Be advised that one of the nice things about python reg-exes is that they
allow in-line comments (and naming of groups), if compiled with the verbose-
flag:

    
    
        """ SPLIT INPUT INTO SENTENCES"""
        verbose_regex = r'''(?<!\d)  # I can't actually tell
          (?<![A-Z]\.)(?<!\.[a-z]\.) # what you're doing here...
          (?<!\.\.\.)(?<!etc\.)      # Is this one big group, or is
          (?<![Mm]r\.)(?<![Pp]rof\.) # it several groups, with
          (?<![Dd]r\.)(?<![Mm]rs\.)  # different prefixes?
          (?<![Mm]s\.)(?<![Mm]z\.)(?<![Mm]me\.) # Clearly, it's got something to do
          (?:(?<=[.!?])|(?<=[.!?]['"]))[\s]+?(?=[\S])''' # with
                     # not matching the dot at the end of Dr.
                     # or as part of an ellipsis as the end of a
                     # sentence?

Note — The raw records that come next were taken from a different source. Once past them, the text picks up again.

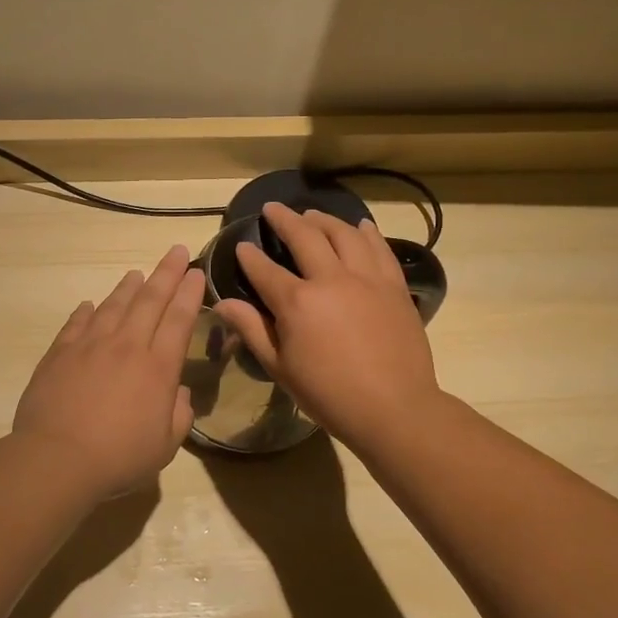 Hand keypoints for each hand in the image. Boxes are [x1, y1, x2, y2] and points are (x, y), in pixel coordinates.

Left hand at [13, 244, 204, 499]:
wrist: (57, 458)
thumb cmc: (118, 457)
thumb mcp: (164, 446)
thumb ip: (179, 415)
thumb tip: (180, 392)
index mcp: (157, 367)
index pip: (179, 320)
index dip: (189, 293)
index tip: (195, 272)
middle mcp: (127, 346)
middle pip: (150, 300)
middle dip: (166, 273)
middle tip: (176, 251)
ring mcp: (90, 345)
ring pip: (114, 305)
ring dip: (128, 287)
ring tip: (136, 273)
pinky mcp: (60, 353)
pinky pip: (77, 324)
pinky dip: (86, 312)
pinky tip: (90, 305)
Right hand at [213, 203, 440, 449]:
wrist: (394, 409)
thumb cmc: (329, 395)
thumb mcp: (280, 367)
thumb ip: (251, 329)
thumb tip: (222, 302)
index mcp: (297, 302)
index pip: (265, 269)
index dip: (250, 256)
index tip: (242, 246)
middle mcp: (331, 279)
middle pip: (305, 236)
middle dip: (285, 219)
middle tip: (273, 208)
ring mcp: (367, 278)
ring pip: (344, 233)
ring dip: (324, 220)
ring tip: (312, 214)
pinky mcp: (394, 286)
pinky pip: (379, 248)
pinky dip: (367, 232)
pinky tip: (360, 225)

But my point was that if such a
                     # regex is built-up and tested with comments
                     # it can be quite readable
    
          god_awful_regex = re.compile(verbose_regex,
                                         re.VERBOSE)
          # continue here...
    

[http://www.diveintopython.net/regular_expressions/verbose.ht...](http://www.diveintopython.net/regular_expressions/verbose.html)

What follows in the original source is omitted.